TASK BRIEF - State how many lines in the listing below include the word "Durant", and add nothing besides the number.

DATA TO EXAMINE -
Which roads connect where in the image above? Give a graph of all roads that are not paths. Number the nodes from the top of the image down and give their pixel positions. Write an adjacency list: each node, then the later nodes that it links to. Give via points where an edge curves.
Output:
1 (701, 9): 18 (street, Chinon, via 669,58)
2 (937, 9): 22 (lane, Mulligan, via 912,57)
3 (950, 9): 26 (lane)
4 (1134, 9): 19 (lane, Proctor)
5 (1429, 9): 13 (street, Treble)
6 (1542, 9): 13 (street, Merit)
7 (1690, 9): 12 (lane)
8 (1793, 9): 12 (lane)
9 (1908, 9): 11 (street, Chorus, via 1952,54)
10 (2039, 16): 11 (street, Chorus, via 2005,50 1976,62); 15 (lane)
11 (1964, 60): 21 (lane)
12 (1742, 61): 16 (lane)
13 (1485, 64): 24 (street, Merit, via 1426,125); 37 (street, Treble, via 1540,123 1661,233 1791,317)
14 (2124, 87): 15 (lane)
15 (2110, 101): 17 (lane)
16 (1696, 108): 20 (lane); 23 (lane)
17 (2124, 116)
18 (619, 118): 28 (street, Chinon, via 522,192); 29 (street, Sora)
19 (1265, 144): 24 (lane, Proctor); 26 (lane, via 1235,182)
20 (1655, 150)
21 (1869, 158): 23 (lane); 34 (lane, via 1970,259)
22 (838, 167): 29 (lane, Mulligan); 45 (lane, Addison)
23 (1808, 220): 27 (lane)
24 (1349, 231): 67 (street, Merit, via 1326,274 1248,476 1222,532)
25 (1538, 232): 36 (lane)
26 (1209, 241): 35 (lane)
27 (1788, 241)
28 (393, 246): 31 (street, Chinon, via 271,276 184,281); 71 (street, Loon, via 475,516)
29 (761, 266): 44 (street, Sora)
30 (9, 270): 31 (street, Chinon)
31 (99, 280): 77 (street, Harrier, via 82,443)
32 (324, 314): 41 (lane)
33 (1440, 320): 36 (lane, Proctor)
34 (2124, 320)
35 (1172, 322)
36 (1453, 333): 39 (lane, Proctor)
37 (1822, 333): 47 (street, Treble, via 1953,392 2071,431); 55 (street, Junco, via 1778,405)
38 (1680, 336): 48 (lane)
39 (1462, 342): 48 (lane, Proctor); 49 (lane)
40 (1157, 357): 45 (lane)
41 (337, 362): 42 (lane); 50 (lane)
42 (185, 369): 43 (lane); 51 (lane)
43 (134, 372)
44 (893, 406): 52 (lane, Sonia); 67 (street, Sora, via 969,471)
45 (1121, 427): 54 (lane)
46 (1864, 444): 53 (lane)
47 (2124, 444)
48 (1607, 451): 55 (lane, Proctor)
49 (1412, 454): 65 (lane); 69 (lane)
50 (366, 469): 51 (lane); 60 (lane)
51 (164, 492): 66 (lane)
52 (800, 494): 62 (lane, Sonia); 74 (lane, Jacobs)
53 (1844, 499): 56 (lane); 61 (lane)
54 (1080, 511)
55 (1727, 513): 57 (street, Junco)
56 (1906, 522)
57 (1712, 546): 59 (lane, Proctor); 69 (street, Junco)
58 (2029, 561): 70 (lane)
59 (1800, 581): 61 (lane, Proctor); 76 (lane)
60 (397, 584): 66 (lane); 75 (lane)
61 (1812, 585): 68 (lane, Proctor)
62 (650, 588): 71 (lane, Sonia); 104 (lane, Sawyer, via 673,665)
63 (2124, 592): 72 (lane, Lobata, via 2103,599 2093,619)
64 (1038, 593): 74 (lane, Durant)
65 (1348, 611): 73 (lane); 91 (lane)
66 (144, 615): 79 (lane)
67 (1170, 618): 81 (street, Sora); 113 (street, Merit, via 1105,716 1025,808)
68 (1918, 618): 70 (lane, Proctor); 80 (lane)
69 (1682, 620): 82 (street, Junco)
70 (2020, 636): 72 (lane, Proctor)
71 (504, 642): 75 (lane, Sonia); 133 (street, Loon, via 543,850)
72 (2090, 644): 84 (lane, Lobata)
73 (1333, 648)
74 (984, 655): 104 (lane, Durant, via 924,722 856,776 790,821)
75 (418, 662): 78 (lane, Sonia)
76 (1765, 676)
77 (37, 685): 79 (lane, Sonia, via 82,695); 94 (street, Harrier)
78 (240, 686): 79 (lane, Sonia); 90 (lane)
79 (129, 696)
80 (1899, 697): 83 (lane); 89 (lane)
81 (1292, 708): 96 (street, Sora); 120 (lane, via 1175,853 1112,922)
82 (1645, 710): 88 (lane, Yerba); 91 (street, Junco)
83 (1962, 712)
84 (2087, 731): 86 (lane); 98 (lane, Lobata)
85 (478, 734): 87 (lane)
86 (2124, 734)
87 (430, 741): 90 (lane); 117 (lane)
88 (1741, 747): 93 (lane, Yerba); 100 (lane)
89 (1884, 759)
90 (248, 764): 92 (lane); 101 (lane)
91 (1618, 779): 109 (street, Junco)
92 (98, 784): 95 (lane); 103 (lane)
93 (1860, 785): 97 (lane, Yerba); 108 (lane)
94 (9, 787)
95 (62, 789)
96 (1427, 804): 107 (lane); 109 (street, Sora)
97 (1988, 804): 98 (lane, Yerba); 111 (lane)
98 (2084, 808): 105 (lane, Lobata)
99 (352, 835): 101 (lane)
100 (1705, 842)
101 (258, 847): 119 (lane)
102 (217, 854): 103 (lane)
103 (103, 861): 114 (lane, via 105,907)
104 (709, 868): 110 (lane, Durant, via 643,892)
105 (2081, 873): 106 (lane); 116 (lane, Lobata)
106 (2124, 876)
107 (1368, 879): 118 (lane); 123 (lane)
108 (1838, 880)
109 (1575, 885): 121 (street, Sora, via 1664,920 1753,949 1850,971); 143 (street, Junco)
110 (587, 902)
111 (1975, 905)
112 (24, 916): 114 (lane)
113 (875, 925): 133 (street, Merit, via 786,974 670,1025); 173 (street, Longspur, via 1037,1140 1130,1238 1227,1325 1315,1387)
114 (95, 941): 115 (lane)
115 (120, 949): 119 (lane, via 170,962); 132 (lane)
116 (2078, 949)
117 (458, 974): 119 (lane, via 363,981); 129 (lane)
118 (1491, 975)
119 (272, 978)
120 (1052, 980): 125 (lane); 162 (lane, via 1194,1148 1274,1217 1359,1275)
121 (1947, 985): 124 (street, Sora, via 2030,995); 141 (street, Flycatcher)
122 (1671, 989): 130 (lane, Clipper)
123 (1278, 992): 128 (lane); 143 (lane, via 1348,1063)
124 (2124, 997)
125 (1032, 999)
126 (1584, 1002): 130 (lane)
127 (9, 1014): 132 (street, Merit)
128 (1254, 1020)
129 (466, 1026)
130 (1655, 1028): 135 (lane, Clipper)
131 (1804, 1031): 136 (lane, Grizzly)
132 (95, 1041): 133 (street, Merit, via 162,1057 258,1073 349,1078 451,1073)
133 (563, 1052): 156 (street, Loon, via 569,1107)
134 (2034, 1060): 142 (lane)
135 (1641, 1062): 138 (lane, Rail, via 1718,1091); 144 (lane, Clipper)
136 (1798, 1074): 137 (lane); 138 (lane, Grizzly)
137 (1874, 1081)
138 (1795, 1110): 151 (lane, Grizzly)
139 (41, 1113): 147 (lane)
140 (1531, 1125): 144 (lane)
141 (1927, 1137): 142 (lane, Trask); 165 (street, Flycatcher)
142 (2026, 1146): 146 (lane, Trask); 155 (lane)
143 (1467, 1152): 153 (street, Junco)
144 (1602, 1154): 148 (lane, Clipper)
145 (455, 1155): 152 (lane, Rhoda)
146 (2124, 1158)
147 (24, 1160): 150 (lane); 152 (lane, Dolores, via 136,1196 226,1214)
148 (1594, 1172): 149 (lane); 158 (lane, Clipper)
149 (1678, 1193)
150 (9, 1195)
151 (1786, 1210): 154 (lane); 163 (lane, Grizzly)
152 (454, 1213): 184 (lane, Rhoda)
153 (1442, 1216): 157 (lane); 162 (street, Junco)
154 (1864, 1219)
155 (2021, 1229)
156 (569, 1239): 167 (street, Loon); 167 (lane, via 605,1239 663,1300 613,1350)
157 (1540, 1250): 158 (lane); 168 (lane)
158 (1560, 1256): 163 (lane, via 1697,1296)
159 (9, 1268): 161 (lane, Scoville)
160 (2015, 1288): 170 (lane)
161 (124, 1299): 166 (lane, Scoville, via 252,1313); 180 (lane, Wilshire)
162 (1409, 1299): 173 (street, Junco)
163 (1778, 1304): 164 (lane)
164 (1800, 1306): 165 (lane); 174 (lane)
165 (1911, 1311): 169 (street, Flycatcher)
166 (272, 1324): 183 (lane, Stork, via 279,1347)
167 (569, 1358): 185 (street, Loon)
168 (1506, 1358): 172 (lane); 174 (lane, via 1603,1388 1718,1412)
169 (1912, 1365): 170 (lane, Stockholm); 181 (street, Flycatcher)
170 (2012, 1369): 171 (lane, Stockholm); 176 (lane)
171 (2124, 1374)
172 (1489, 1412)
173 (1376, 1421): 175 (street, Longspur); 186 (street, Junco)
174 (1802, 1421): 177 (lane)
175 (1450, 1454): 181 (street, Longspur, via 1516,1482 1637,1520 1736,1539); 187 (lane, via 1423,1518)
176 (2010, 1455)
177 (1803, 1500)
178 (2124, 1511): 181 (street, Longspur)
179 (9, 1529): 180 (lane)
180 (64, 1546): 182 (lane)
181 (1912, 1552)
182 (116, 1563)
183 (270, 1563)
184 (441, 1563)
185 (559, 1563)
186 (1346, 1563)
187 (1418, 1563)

TASK RESULT - 3